The Flying Dutchman Funicular took people up to the Old Lighthouse, but we wanted to get some steps in, so walked up the steep path, amazed at the spectacular views with the sea looking like a sheet of turquoise glass rolling over Diaz beach with its sparkling white sand and towering cliffs rising above.
The Old Lighthouse is 238m above sea level and, no matter where I stood around the building, the wind still found me. There were a group of lads playing the Titanic theme tune taking selfies with much laughter. We walked down to find the start of the Lighthouse Keepers trail, taking us to the Cape Point. Via the App Maps.me, we thought it would take us about 1.5 hours round trip, but when we reached the sign, it said 5 hours! We then saw that the 1 and the dot had been rubbed out!

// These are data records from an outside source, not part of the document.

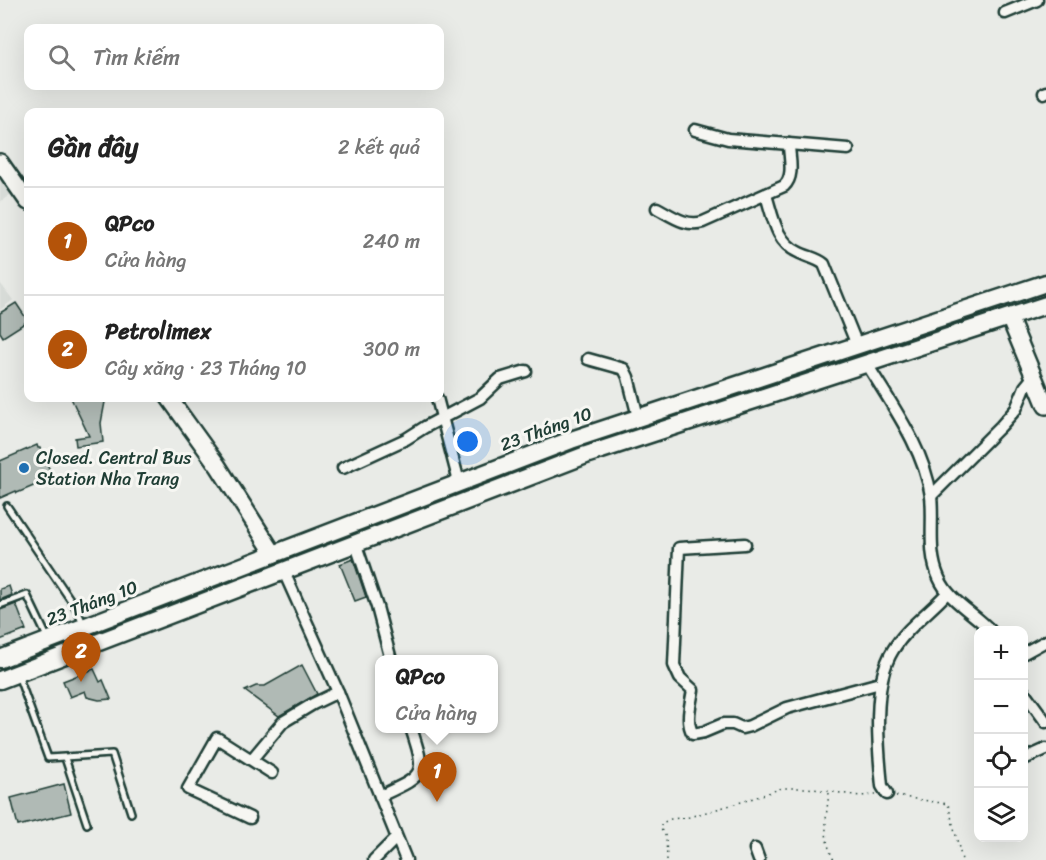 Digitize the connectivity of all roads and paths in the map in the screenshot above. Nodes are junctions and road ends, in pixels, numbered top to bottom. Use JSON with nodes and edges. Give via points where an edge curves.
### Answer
{"nodes":[{"id":1,"x":1037,"y":0,"type":"edge"},
{"id":2,"x":1005,"y":13,"type":"dead end"},
{"id":3,"x":695,"y":130,"type":"dead end"},
{"id":4,"x":789,"y":144,"type":"junction"},
{"id":5,"x":848,"y":150,"type":"dead end"},
{"id":6,"x":0,"y":162,"type":"edge"},
{"id":7,"x":766,"y":195,"type":"junction"},
{"id":8,"x":24,"y":196,"type":"edge"},
{"id":9,"x":657,"y":208,"type":"dead end"},
{"id":10,"x":1042,"y":284,"type":"edge"},
{"id":11,"x":1002,"y":297,"type":"junction"},
{"id":12,"x":1046,"y":305,"type":"edge"},
{"id":13,"x":1010,"y":317,"type":"junction"},
{"id":14,"x":857,"y":345,"type":"junction"},
{"id":15,"x":588,"y":359,"type":"dead end"},
{"id":16,"x":867,"y":364,"type":"junction"},
{"id":17,"x":526,"y":371,"type":"dead end"},
{"id":18,"x":1034,"y":376,"type":"junction"},
{"id":19,"x":171,"y":402,"type":"edge"},
{"id":20,"x":438,"y":402,"type":"edge"},
{"id":21,"x":1046,"y":406,"type":"edge"},
{"id":22,"x":638,"y":417,"type":"junction"},
{"id":23,"x":441,"y":418,"type":"junction"},
{"id":24,"x":343,"y":468,"type":"dead end"},
{"id":25,"x":459,"y":482,"type":"junction"},
{"id":26,"x":931,"y":496,"type":"junction"},
{"id":27,"x":7,"y":506,"type":"dead end"},
{"id":28,"x":745,"y":544,"type":"dead end"},
{"id":29,"x":356,"y":545,"type":"junction"},
{"id":30,"x":274,"y":554,"type":"junction"},
{"id":31,"x":284,"y":572,"type":"junction"},
{"id":32,"x":947,"y":593,"type":"junction"},
{"id":33,"x":0,"y":605,"type":"edge"},
{"id":34,"x":985,"y":626,"type":"edge"},
{"id":35,"x":85,"y":627,"type":"junction"},
{"id":36,"x":48,"y":640,"type":"junction"},
{"id":37,"x":1046,"y":641,"type":"edge"},
{"id":38,"x":92,"y":645,"type":"junction"},
{"id":39,"x":1028,"y":650,"type":"edge"},
{"id":40,"x":390,"y":655,"type":"edge"},
{"id":41,"x":0,"y":659,"type":"edge"},
{"id":42,"x":18,"y":673,"type":"junction"},
{"id":43,"x":0,"y":680,"type":"edge"},
{"id":44,"x":880,"y":682,"type":"junction"},
{"id":45,"x":338,"y":692,"type":"junction"},
{"id":46,"x":1028,"y":699,"type":"edge"},
{"id":47,"x":1046,"y":722,"type":"edge"},
{"id":48,"x":412,"y":733,"type":"edge"},
{"id":49,"x":1046,"y":749,"type":"edge"},
{"id":50,"x":1028,"y":757,"type":"edge"},
{"id":51,"x":65,"y":758,"type":"junction"},
{"id":52,"x":252,"y":759,"type":"junction"},
{"id":53,"x":272,"y":773,"type":"dead end"},
{"id":54,"x":829,"y":792,"type":"junction"},
{"id":55,"x":887,"y":794,"type":"junction"},
{"id":56,"x":380,"y":796,"type":"junction"},
{"id":57,"x":131,"y":813,"type":"dead end"},
{"id":58,"x":250,"y":818,"type":"dead end"},
{"id":59,"x":87,"y":824,"type":"dead end"},
{"id":60,"x":396,"y":838,"type":"junction"},
{"id":61,"x":374,"y":860,"type":"edge"},
{"id":62,"x":406,"y":860,"type":"edge"},
{"id":63,"x":667,"y":860,"type":"edge"},
{"id":64,"x":834,"y":860,"type":"edge"},
{"id":65,"x":962,"y":860,"type":"edge"}],
"edges":[{"from":1,"to":2,"type":"street"},
{"from":3,"to":4,"type":"street","via":[[742,141]]},
{"from":4,"to":5,"type":"street"},
{"from":4,"to":7,"type":"street","via":[[789,182]]},
{"from":6,"to":8,"type":"street"},
{"from":7,"to":9,"type":"street","via":[[693,225]]},
{"from":7,"to":14,"type":"street","via":[[781,240],[824,264]]},
{"from":10,"to":11,"type":"main road","name":"23 Tháng 10"},
{"from":10,"to":12,"type":"main road"},
{"from":11,"to":13,"type":"main road"},
{"from":11,"to":14,"type":"main road","name":"23 Tháng 10"},
{"from":12,"to":13,"type":"main road"},
{"from":13,"to":16,"type":"main road"},
{"from":13,"to":18,"type":"street"},
{"from":14,"to":16,"type":"main road"},
{"from":14,"to":22,"type":"main road","name":"23 Tháng 10"},
{"from":15,"to":22,"type":"street","via":[[624,369]]},
{"from":16,"to":26,"type":"street","via":[[914,445]]},
{"from":16,"to":29,"type":"main road","via":[[605,448]]},
{"from":17,"to":23,"type":"street","via":[[500,379],[480,398]]},
{"from":18,"to":21,"type":"street"},
{"from":18,"to":26,"type":"street","via":[[1024,387],[1016,409]]},
{"from":19,"to":30,"type":"street","via":[[218,466]]},
{"from":20,"to":23,"type":"street"},
{"from":22,"to":25,"type":"main road","name":"23 Tháng 10"},
{"from":23,"to":24,"type":"street"},
{"from":23,"to":25,"type":"street"},
{"from":25,"to":30,"type":"main road","name":"23 Tháng 10"},
{"from":26,"to":32,"type":"street","via":[[933,555]]},
{"from":27,"to":35,"type":"lane"},
{"from":28,"to":44,"type":"street","via":[[679,548],[674,665],[680,678],[693,690],[689,718],[693,734],[723,724],[750,726],[787,708]]},
{"from":29,"to":31,"type":"main road"},
{"from":29,"to":40,"type":"street"},
{"from":30,"to":31,"type":"main road"},
{"from":30,"to":35,"type":"main road","name":"23 Tháng 10"},
{"from":31,"to":38,"type":"main road"},
{"from":31,"to":45,"type":"street"},
{"from":32,"to":34,"type":"street"},
{"from":32,"to":44,"type":"street","via":[[894,648]]},
{"from":33,"to":36,"type":"lane","via":[[27,595]]},
{"from":35,"to":36,"type":"main road","name":"23 Tháng 10"},
{"from":35,"to":38,"type":"main road"},
{"from":36,"to":41,"type":"main road","name":"23 Tháng 10"},
{"from":37,"to":39,"type":"street"},
{"from":38,"to":42,"type":"main road"},
{"from":42,"to":43,"type":"main road"},
{"from":42,"to":51,"type":"lane","via":[[48,758]]},
{"from":44,"to":55,"type":"street","via":[[881,773]]},
{"from":45,"to":52,"type":"street","via":[[283,722]]},
{"from":45,"to":56,"type":"street"},
{"from":46,"to":47,"type":"street"},
{"from":48,"to":56,"type":"street","via":[[421,768],[415,778]]},
{"from":49,"to":50,"type":"street"},
{"from":51,"to":57,"type":"lane","via":[[112,754]]},
{"from":51,"to":59,"type":"lane"},
{"from":52,"to":53,"type":"street"},
{"from":52,"to":58,"type":"street","via":[[217,738],[188,789]]},
{"from":54,"to":55,"type":"path"},
{"from":54,"to":63,"type":"path","via":[[782,788],[671,819],[660,828],[666,837]]},
{"from":54,"to":64,"type":"path","via":[[825,826]]},
{"from":55,"to":65,"type":"path","via":[[948,804]]},
{"from":56,"to":60,"type":"street"},
{"from":60,"to":61,"type":"street"},
{"from":60,"to":62,"type":"street"}]}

The walk was relatively easy, with the False Bay to one side, renowned for whale spotting. Every white foam I scoured to check if it was one of these big creatures. No such luck. We reached the end of the path and Tim wanted to climb over the wall to stand on a rock for a great photo opportunity. No way José. It looked far too precarious, and if it broke, and these things do happen, well, I don’t like to think of the consequence. Just as he returned from a safer place to stand, a lady in a bright orange jacket had the same idea, and stood on this precipice, slowly shuffling back towards the sheer drop. Mad or what!
We returned to the carpark and noticed the path to the Cape of Good Hope, the southern tip of the Cape Peninsula, another 1.5 hours return walk. It was high on the cliff top on a boardwalk or across the most beautiful coloured rock, layers of deep red to pure white. Far below was the white beach we saw earlier. The Cape of Good Hope is a crucial point for sailors, where ships turn eastward after travelling south for some time. The Portuguese explorer Bartolomeu Dias was first to sail around the cape in 1488, and he called it the Cape of Storms. I’m not surprised, it was extremely windy. As we reached one of the cliff tops, a Dassie was boldly going right up to a young lady and eating the flowers at her feet. This creature, (apparently, the forerunner to the elephant, don’t ask me how) must be so used to humans, there was no fear at all. We eventually reached the end of the path with a few other visitors huddled against the wind taking selfies of this significant place.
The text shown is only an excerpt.